--- Exercise prompt ---
Without changing a single word, set down all of the records.

Saved data entries:
————

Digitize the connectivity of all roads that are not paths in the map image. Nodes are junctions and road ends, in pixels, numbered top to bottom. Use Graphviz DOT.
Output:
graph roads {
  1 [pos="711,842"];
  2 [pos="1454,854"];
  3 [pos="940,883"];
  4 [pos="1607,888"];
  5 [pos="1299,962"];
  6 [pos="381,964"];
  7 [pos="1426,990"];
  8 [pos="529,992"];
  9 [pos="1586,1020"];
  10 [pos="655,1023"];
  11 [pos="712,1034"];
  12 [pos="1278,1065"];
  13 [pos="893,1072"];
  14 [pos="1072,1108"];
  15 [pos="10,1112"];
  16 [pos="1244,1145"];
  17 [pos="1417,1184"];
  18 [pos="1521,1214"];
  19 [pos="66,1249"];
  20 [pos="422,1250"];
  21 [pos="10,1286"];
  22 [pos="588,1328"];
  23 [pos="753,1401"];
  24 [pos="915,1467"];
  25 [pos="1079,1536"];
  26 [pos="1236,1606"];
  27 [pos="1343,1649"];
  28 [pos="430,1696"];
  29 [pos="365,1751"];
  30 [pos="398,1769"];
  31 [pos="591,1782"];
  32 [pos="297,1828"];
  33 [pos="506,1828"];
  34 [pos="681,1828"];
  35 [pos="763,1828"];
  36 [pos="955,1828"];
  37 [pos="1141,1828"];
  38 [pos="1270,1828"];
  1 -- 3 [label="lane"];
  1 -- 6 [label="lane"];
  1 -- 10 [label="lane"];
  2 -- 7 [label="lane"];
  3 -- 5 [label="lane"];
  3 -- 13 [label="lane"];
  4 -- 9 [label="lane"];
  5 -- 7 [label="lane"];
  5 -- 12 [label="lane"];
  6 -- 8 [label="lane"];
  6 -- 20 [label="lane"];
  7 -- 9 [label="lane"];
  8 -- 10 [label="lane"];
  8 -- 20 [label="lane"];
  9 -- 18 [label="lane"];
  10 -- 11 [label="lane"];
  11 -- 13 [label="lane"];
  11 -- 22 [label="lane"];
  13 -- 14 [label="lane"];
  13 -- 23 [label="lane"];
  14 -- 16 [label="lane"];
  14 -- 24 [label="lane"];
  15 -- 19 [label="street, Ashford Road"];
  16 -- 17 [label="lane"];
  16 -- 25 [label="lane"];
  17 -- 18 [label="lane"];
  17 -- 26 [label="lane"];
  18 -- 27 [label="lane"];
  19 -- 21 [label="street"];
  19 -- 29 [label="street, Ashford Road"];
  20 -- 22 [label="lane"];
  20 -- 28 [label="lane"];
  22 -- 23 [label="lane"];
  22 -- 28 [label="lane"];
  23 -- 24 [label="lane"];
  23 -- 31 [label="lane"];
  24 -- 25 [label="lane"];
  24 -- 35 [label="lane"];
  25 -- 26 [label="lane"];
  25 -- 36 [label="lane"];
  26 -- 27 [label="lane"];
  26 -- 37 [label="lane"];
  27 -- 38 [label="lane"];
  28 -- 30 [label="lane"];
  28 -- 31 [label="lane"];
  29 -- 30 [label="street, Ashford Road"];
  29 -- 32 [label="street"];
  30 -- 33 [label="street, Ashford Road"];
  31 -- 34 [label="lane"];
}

————

--- Your solution ---
Digitize the connectivity of all roads that are not paths in the map image. Nodes are junctions and road ends, in pixels, numbered top to bottom. Use Graphviz DOT.
Output:
graph roads {
  1 [pos="711,842"];
  2 [pos="1454,854"];
  3 [pos="940,883"];
  4 [pos="1607,888"];
  5 [pos="1299,962"];
  6 [pos="381,964"];
  7 [pos="1426,990"];
  8 [pos="529,992"];
  9 [pos="1586,1020"];
  10 [pos="655,1023"];
  11 [pos="712,1034"];
  12 [pos="1278,1065"];
  13 [pos="893,1072"];
  14 [pos="1072,1108"];
  15 [pos="10,1112"];
  16 [pos="1244,1145"];
  17 [pos="1417,1184"];
  18 [pos="1521,1214"];
  19 [pos="66,1249"];
  20 [pos="422,1250"];
  21 [pos="10,1286"];
  22 [pos="588,1328"];
  23 [pos="753,1401"];
  24 [pos="915,1467"];
  25 [pos="1079,1536"];
  26 [pos="1236,1606"];
  27 [pos="1343,1649"];
  28 [pos="430,1696"];
  29 [pos="365,1751"];
  30 [pos="398,1769"];
  31 [pos="591,1782"];
  32 [pos="297,1828"];
  33 [pos="506,1828"];
  34 [pos="681,1828"];
  35 [pos="763,1828"];
  36 [pos="955,1828"];
  37 [pos="1141,1828"];
  38 [pos="1270,1828"];
  1 -- 3 [label="lane"];
  1 -- 6 [label="lane"];
  1 -- 10 [label="lane"];
  2 -- 7 [label="lane"];
  3 -- 5 [label="lane"];
  3 -- 13 [label="lane"];
  4 -- 9 [label="lane"];
  5 -- 7 [label="lane"];
  5 -- 12 [label="lane"];
  6 -- 8 [label="lane"];
  6 -- 20 [label="lane"];
  7 -- 9 [label="lane"];
  8 -- 10 [label="lane"];
  8 -- 20 [label="lane"];
  9 -- 18 [label="lane"];
  10 -- 11 [label="lane"];
  11 -- 13 [label="lane"];
  11 -- 22 [label="lane"];
  13 -- 14 [label="lane"];
  13 -- 23 [label="lane"];
  14 -- 16 [label="lane"];
  14 -- 24 [label="lane"];
  15 -- 19 [label="street, Ashford Road"];
  16 -- 17 [label="lane"];
  16 -- 25 [label="lane"];
  17 -- 18 [label="lane"];
  17 -- 26 [label="lane"];
  18 -- 27 [label="lane"];
  19 -- 21 [label="street"];
  19 -- 29 [label="street, Ashford Road"];
  20 -- 22 [label="lane"];
  20 -- 28 [label="lane"];
  22 -- 23 [label="lane"];
  22 -- 28 [label="lane"];
  23 -- 24 [label="lane"];
  23 -- 31 [label="lane"];
  24 -- 25 [label="lane"];
  24 -- 35 [label="lane"];
  25 -- 26 [label="lane"];
  25 -- 36 [label="lane"];
  26 -- 27 [label="lane"];
  26 -- 37 [label="lane"];
  27 -- 38 [label="lane"];
  28 -- 30 [label="lane"];
  28 -- 31 [label="lane"];
  29 -- 30 [label="street, Ashford Road"];
  29 -- 32 [label="street"];
  30 -- 33 [label="street, Ashford Road"];
  31 -- 34 [label="lane"];
}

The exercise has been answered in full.